Process exit code after crash

Just come across an interesting bug. Being executed from a Makefile script a unit test runner crashed. It looked like another memory corruption. But the consequence was more interesting. That Makefile kept going regardless the crash of the unit test runner. It means the runner still returned zero exit code instead of non-zero.

We fixed that bug (including Makefile problem) but a generic question occured: what exit code is returned to the parent when the process crashes before executing exit()?

In UNIX there are special macros inspecting the status returned from wait().

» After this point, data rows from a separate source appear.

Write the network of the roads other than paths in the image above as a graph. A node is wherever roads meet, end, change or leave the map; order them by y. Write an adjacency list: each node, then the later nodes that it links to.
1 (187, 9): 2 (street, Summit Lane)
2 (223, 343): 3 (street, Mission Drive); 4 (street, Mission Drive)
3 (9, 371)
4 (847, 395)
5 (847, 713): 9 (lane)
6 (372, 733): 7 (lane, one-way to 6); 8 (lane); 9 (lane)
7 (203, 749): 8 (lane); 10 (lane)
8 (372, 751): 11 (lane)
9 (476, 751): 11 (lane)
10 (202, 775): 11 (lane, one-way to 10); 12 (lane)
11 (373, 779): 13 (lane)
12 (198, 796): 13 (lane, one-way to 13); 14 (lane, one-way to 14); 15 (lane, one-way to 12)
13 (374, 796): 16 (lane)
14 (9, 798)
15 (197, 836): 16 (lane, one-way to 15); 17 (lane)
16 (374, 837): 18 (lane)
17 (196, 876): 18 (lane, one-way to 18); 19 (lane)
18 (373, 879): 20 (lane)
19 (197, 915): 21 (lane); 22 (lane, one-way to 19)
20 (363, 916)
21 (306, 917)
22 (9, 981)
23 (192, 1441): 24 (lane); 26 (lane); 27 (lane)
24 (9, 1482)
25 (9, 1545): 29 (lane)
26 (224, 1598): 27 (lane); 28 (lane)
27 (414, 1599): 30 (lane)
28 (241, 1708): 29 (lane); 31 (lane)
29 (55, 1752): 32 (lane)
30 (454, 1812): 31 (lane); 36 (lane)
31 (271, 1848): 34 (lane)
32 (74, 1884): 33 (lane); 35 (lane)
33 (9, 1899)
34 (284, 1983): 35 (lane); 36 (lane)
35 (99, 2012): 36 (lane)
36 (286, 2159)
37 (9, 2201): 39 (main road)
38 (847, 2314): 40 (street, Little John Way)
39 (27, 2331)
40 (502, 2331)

But all UNIXes are different and there is Windows as well.

Eventually I wrote a simple self-killing program:

#include <stdio.h>
#include <stdlib.h>
#include <string.h>

int main(int argc, char* argv[]) {
  char cmd[80];
  int r;
  sprintf(cmd, "%s ?", argv[0]);
  if (argc > 1) {
    if (argv[1][strlen(argv[1]) - 1] == '1')
      *(char *)0 = 0;
  printf("Normal: %08X\n", system(cmd));
  cmd[strlen(cmd) - 1] = '1';
  printf("Crash : %08X\n", system(cmd));
  return 0;

And run it on different systems.

Windows 7, Visual Studio 2010, cl crash.c && crash:

Normal: 00000077
Crash : C0000005

Linux x86_64 (cc -o crash crash.c && ./crash):

Normal: 00007700
Crash : 0000000B

Signal 0x0B (13), by the way, is SIGSEGV, segmentation violation.

Solaris SPARC 5.10:

Normal: 00007700
Segmentation Fault - core dumped
Crash : 00008B00

HP-UX Itanium 2:

Normal: 00007700
sh: 25112 Memory fault(coredump)
Crash : 00008B00

AIX 5.2:

Normal: 00007700 Crash : FFFFFFFF

Here seems the exit code wasn’t even propagated to system().

Conclusion: it (as usually) really depends on the operating system.